Seorang teman tanpa meminta bantuan saya untuk melakukan pemeriksaan plagiarisme terhadap satu disertasi menggunakan aplikasi turnitin. Betapa terkejutnya, ketika saya menemukan 58% (Lima Puluh Delapan Persen) penjiplakan dianggap pada tulisan tersebut.
Sebagai perbandingan, beberapa tahun lalu saya melakukan hal sama terhadap sebuah skripsi, hasilnya menunjukkan 37% (Tiga Puluh Tujuh Persen) kasus yang sama.
Saya yang hanya menamatkan diri dari bangku putih abu -- abu ini akhirnya memutuskan untuk membaca disertasi tiga ratus halaman tersebut. Mencoba menimbang -- nimbang, apa yang sedang hendak disajikan calon strata tiga satu ini, sampai -- sampai saya sendiri tidak tega memberi penilaian terhadap tulisan tersebut.
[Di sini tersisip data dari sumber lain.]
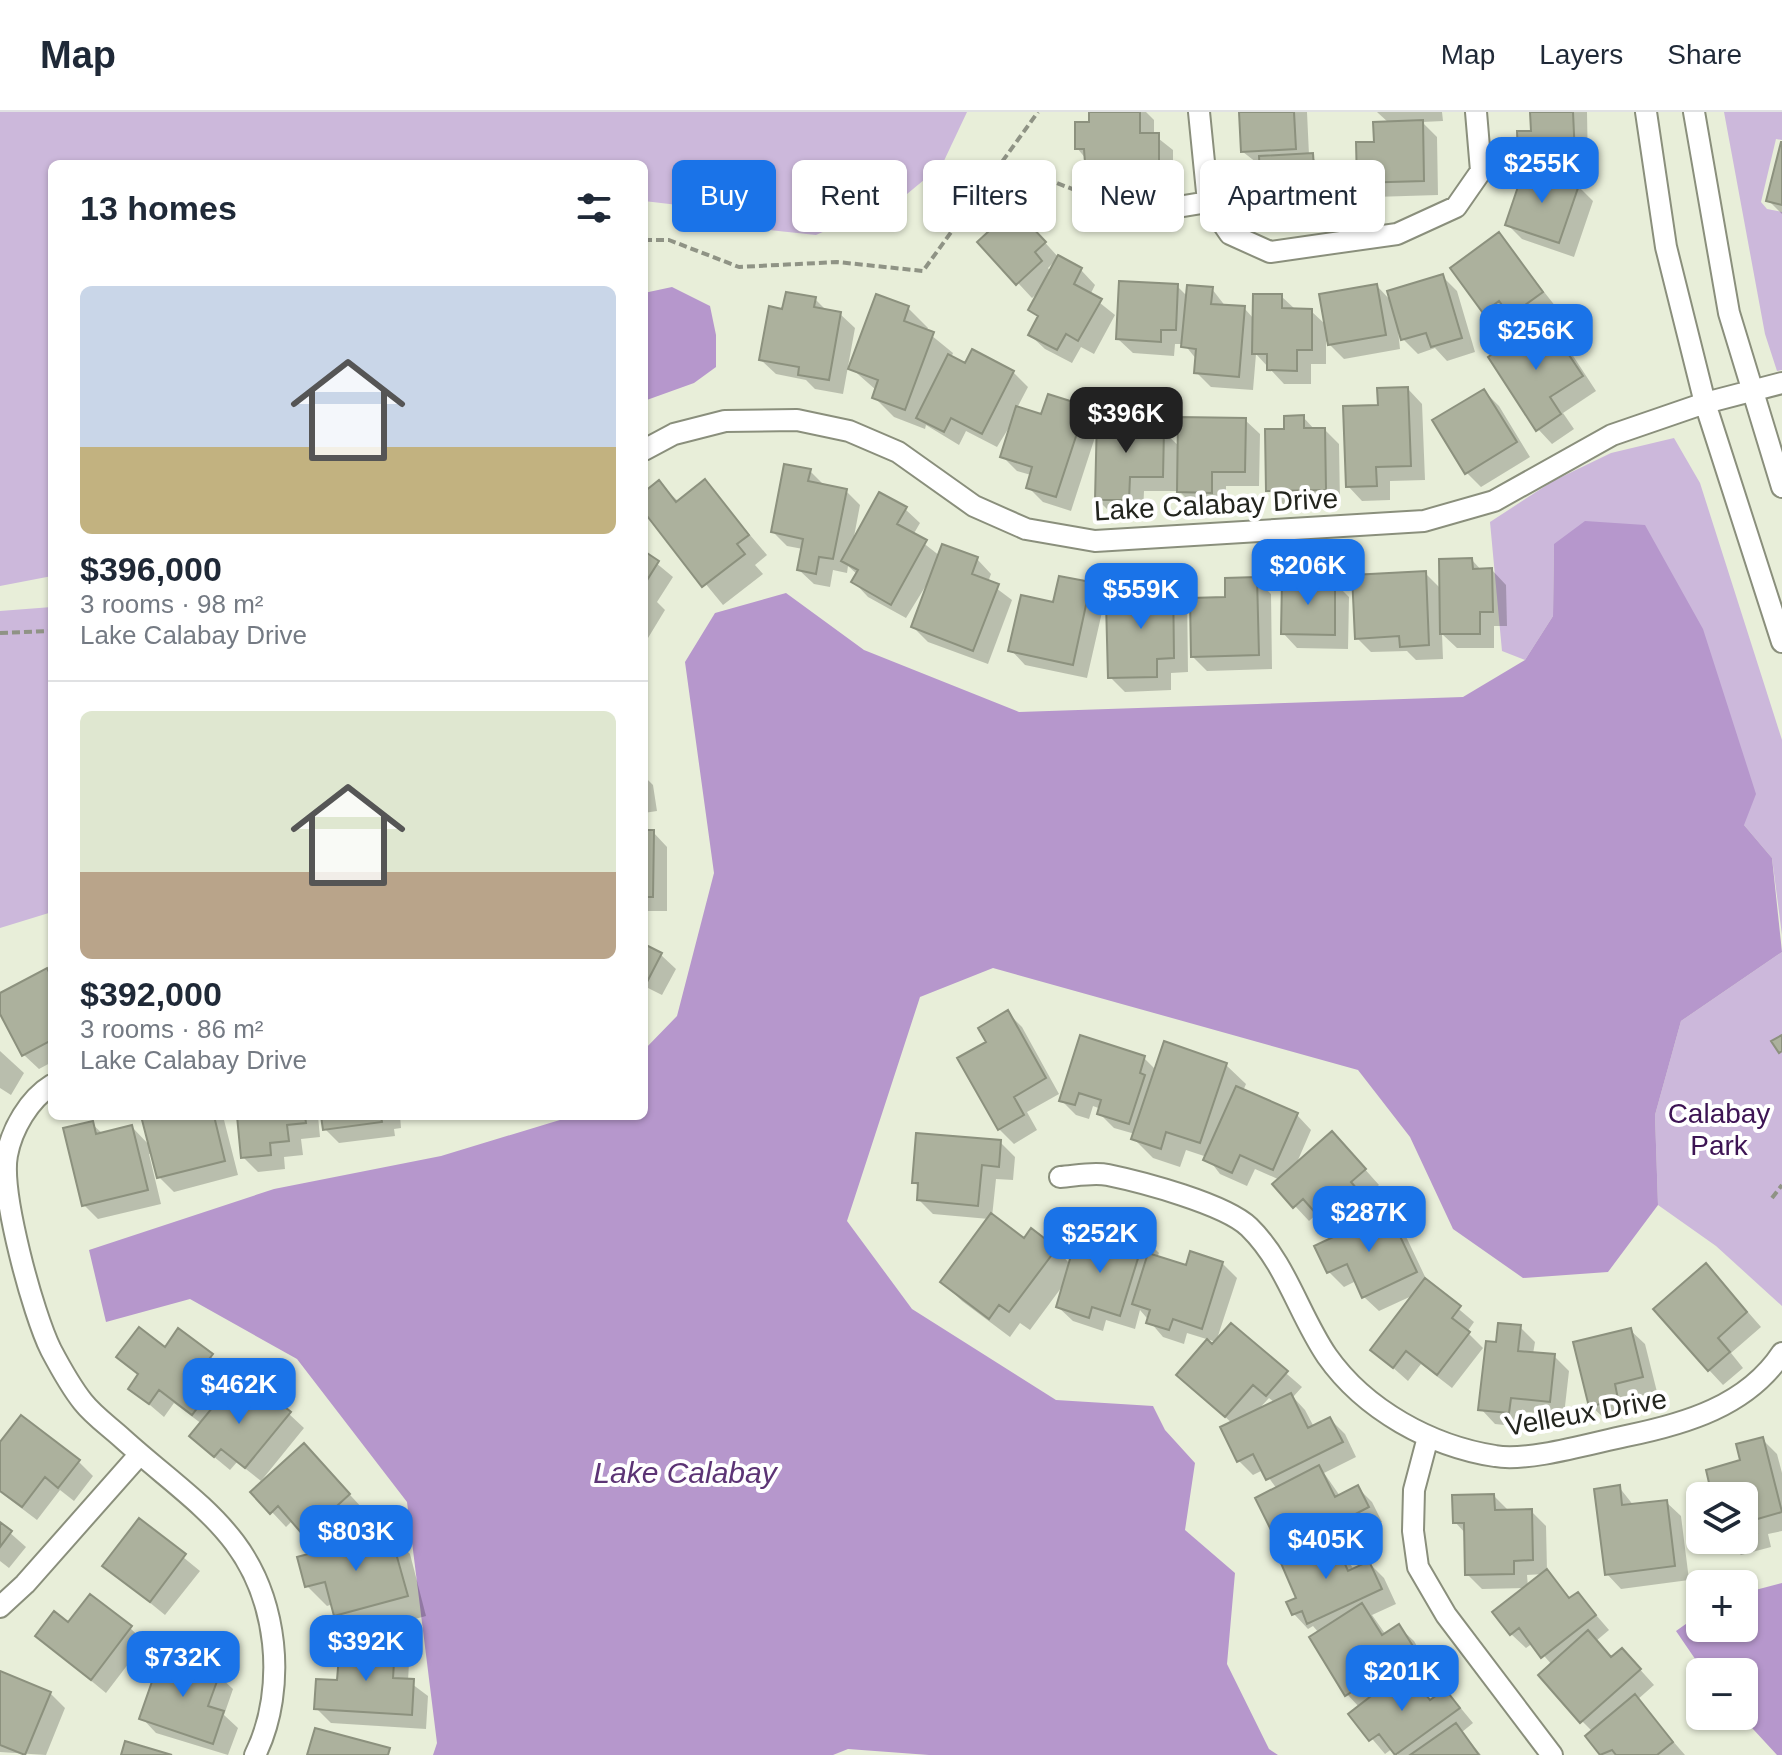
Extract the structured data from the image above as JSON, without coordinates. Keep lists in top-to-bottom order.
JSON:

Bukannya sok pintar. Hanya saja, menurut saya bagi seorang mahasiswa tingkat tertinggi dalam perguruan tinggi, seharusnya punya pemikiran luas untuk karya penelitiannya.
Ketika bertemu dengan BAB 1 yang berisi pendahuluan, saya langsung memahami kendala disertasi satu ini. Nyatanya, penulis yang berprofesi sebagai dosen tersebut memilih untuk memutar banyak kata dari banyak ahli sebagai bahan dalam tulisannya.
Ada empat atau lima nama diperkenalkan, hanya untuk mengartikan satu kata dari judul disertasinya. Nama yang sama dengan tambahan nama -- nama lain di uraikan untuk menjelaskan kata kedua.
Banyak nama -- nama lain, berhamburan menyampaikan gagasannya untuk sekedar memberi penjelasan mengenai arti kata dari keseluruhan judul disertasi tersebut. Akhirnya, tujuh belas halaman terbuang percuma, yang ironisnya tidak ada satu katapun (selain kata penghubung atau pengganti tentunya) yang adalah pemikiran dari penulis sendiri.
Pada sub judul kedua, penulis memberikan poin -- poin pokok rumusan masalah yang menjadi objek penelitiannya kali ini.
Ketika sampai pada BAB 2, saya kaget bukan kepalang. Bagaimana tidak, penjelasan -- penjelasan mengenai pengertian satu kata yang berasal dari judul disertasi ini diulang kembali.
Kali ini, oleh pendapat dari ahli yang berbeda yang sekali lagi bukan penulis itu sendiri. Saya membaca sekilas, pola yang dilakukan sama seperti pada BAB 1 sub judul 1 tadi.
Merasa bosan, saya pun akhirnya masuk ke BAB 5 berharap menemukan perumusan masalah yang dijanjikan pada BAB 1 sub judul 2. Sekali lagi, saya harus kecewa. Sebab penulis sekali lagi membosankan saya dengan pendapat dari ahli ini dan itu.
Lalu perlahan saya mencoba mengurai sendiri BAB 3 dan BAB 4 berharap saya salah menilai disertasi ini. Saya gagal. Alih -- alih menyebutnya sebagai sebuah disertasi, saya lebih suka menyebut tulisan ini sebagai kumpulan pendapat para ahli mengenai judul yang disajikan.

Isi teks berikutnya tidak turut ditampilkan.